Ankara’nın iki tarafı müzakere masasında buluşturmayı başarması ve ateşkesi sağlama hedefli eforları takdir ediliyor.
FÜZE MÜZAKERESİ CANLANDI
Türkiye’yle alakalarda “yaptırım” boyutunun önde tutulmasının işe yaramadığı görüşü AB içi görüşmelerde daha yüksek sesle lisana getiriliyor.

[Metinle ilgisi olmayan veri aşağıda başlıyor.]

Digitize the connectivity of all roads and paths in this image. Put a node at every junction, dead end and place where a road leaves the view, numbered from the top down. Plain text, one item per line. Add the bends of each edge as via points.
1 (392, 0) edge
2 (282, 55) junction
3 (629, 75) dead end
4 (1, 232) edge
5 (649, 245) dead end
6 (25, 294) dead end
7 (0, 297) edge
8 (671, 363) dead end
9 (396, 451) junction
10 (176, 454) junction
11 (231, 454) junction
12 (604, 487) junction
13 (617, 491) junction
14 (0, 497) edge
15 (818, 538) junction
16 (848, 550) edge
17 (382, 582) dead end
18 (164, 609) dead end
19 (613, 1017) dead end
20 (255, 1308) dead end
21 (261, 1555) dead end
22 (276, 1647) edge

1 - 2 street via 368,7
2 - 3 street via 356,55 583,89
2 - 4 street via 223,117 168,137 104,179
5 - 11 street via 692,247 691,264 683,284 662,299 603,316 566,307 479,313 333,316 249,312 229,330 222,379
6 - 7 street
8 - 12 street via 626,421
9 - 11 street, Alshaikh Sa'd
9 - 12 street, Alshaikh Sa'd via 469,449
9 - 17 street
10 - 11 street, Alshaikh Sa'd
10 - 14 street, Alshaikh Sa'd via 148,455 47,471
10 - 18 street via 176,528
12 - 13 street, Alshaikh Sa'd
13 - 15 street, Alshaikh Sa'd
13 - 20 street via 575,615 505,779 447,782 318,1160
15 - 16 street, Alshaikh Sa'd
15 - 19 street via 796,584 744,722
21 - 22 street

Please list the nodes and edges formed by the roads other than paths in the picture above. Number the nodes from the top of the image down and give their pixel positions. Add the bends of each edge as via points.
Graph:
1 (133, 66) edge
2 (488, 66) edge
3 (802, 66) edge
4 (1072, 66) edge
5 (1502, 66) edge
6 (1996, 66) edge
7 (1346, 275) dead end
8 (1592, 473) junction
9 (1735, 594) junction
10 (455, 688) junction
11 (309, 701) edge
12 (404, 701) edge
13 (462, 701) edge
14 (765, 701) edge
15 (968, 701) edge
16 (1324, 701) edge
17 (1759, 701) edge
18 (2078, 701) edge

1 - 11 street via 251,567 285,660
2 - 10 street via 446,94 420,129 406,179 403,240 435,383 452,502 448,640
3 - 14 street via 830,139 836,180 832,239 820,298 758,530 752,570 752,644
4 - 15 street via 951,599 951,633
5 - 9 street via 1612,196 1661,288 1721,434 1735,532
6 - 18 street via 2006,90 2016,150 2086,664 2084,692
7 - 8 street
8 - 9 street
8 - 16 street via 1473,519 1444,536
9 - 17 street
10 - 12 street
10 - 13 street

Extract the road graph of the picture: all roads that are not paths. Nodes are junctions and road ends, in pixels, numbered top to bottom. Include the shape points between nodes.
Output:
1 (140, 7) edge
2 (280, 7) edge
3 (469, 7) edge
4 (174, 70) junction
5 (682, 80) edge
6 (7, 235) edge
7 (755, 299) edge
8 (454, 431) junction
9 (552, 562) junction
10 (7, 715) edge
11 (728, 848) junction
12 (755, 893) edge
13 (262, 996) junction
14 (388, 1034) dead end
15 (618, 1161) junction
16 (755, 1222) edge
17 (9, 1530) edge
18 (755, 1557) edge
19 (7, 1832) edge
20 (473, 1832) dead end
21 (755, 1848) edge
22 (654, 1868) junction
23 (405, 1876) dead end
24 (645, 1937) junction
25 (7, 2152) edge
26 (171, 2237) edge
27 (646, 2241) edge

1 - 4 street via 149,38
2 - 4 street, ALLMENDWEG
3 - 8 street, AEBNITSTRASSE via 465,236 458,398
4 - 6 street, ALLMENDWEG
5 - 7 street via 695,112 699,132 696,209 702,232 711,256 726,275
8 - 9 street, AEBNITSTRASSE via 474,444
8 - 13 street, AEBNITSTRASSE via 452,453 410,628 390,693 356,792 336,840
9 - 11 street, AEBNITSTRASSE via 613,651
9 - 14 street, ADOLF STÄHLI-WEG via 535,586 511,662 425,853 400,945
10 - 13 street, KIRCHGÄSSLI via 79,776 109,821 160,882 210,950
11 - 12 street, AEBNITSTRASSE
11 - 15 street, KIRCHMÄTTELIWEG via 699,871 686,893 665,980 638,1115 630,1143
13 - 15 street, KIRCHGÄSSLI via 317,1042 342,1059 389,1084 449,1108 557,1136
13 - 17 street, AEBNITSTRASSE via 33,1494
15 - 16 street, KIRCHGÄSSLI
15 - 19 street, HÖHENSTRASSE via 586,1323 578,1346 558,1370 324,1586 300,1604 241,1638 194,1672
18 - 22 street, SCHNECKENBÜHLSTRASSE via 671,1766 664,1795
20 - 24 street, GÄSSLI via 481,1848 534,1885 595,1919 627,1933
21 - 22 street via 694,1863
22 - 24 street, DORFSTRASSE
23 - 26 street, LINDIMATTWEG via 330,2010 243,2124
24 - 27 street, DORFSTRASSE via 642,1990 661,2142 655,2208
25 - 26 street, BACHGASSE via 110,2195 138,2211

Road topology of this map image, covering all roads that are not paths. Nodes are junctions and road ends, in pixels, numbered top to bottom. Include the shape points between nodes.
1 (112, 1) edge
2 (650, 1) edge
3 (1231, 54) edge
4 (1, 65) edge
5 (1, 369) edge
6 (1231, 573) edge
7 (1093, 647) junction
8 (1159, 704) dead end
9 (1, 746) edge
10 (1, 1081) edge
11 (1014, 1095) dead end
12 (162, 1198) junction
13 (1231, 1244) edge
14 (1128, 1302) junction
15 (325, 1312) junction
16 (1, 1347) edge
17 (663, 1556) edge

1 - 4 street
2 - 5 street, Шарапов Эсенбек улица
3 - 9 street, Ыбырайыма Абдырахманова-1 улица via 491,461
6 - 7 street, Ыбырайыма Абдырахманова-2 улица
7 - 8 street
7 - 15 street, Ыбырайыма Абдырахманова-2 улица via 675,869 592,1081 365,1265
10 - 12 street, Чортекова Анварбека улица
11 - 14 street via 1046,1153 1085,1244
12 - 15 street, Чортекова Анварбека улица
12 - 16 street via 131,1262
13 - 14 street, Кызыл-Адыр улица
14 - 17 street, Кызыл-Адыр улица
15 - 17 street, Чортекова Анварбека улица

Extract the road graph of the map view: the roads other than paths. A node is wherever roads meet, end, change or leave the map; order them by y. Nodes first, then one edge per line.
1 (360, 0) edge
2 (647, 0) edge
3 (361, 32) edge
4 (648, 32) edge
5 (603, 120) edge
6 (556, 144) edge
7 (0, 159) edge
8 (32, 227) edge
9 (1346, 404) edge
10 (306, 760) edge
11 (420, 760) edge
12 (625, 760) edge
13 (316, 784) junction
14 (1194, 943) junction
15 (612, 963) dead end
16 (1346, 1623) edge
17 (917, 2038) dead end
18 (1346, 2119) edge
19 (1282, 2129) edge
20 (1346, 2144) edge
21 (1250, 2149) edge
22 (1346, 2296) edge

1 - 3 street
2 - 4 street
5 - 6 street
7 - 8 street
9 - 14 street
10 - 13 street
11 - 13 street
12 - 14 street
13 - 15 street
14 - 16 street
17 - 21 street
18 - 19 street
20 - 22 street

AB ülkeleriyle artan diplomasi trafiği ve üst seviyeli ikili görüşmelerin meyvelerinin önümüzdeki devirde alınmaya başlanması bekleniyor. Son NATO Zirvesi’nde Cumhurbaşkanı Tayyip Erdoğan’ın Fransız mevkidaşı Emmanuel Macron ve İtalya Başbakanı Mario Draghi ile görüşmelerde uzun müddettir duran SAMP-T hava savunma sistemleri belgesinin raftan indirilmesine karar verilmesi değerli bir örnek.
SAVUNMADA UKRAYNA TESİRİ
AB, müzakerelerde ilerleme sağlanamaması nedeniyle münasebetleri ortak çıkar alanlarında ilerletme niyetini gizlemiyor. Türkiye ise ilgileri al-ver yaklaşımı yerine prosedürel temele oturtmaya çalışıyor.
Ukrayna krizi, savunma ve güvenlik alanındaki katma bedeline karşın Türkiye’nin askeri hareketlilikle ilgili Yapılandırılmış Daimi İşbirliği projesinde yer almasını engelleyen ülkelerin tezlerini zorlamaya başladı.
Kriz, AB’nin güç kaynaklarını çeşitlendirmede Rusya kaynaklı olmayan doğalgazın AB’ye aktarılmasında ve LNG yatırımlarında Türkiye’nin rolünü daha da değerli kılabilir.